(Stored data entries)
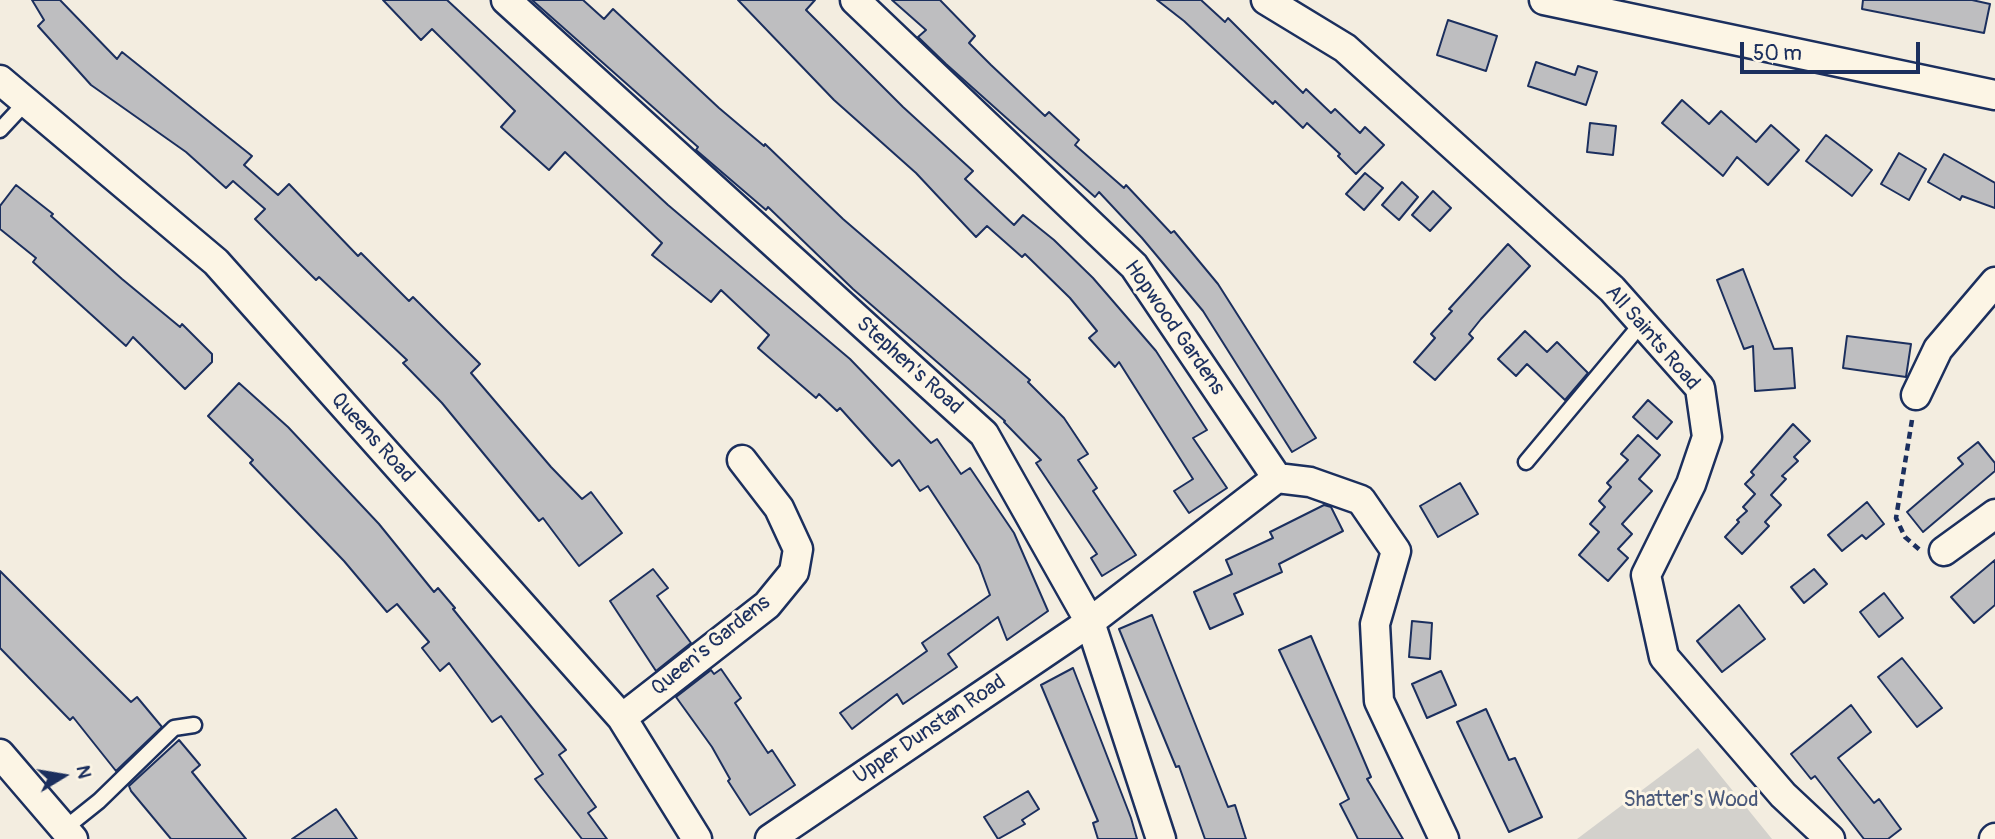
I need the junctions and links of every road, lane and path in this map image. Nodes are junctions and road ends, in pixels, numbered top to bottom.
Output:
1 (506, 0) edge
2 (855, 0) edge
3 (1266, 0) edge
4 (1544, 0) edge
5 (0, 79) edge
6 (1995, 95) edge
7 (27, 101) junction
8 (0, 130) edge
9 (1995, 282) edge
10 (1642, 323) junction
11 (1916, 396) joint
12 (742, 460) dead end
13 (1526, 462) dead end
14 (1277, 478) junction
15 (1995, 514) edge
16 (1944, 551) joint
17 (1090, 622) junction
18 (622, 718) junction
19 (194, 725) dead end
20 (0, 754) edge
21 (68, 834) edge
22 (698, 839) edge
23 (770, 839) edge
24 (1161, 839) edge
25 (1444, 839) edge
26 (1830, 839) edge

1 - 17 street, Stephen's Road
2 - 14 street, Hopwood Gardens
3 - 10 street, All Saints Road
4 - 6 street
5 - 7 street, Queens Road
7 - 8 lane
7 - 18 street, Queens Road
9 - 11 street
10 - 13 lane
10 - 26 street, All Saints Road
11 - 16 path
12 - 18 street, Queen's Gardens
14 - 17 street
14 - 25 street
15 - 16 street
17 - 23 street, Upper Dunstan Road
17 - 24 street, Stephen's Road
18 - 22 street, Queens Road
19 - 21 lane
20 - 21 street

What is being asked:
In transcribing the lines above, omit the images and keep all else exact.

Worked solution:
I need the junctions and links of every road, lane and path in this map image. Nodes are junctions and road ends, in pixels, numbered top to bottom.
Output:
1 (506, 0) edge
2 (855, 0) edge
3 (1266, 0) edge
4 (1544, 0) edge
5 (0, 79) edge
6 (1995, 95) edge
7 (27, 101) junction
8 (0, 130) edge
9 (1995, 282) edge
10 (1642, 323) junction
11 (1916, 396) joint
12 (742, 460) dead end
13 (1526, 462) dead end
14 (1277, 478) junction
15 (1995, 514) edge
16 (1944, 551) joint
17 (1090, 622) junction
18 (622, 718) junction
19 (194, 725) dead end
20 (0, 754) edge
21 (68, 834) edge
22 (698, 839) edge
23 (770, 839) edge
24 (1161, 839) edge
25 (1444, 839) edge
26 (1830, 839) edge

1 - 17 street, Stephen's Road
2 - 14 street, Hopwood Gardens
3 - 10 street, All Saints Road
4 - 6 street
5 - 7 street, Queens Road
7 - 8 lane
7 - 18 street, Queens Road
9 - 11 street
10 - 13 lane
10 - 26 street, All Saints Road
11 - 16 path
12 - 18 street, Queen's Gardens
14 - 17 street
14 - 25 street
15 - 16 street
17 - 23 street, Upper Dunstan Road
17 - 24 street, Stephen's Road
18 - 22 street, Queens Road
19 - 21 lane
20 - 21 street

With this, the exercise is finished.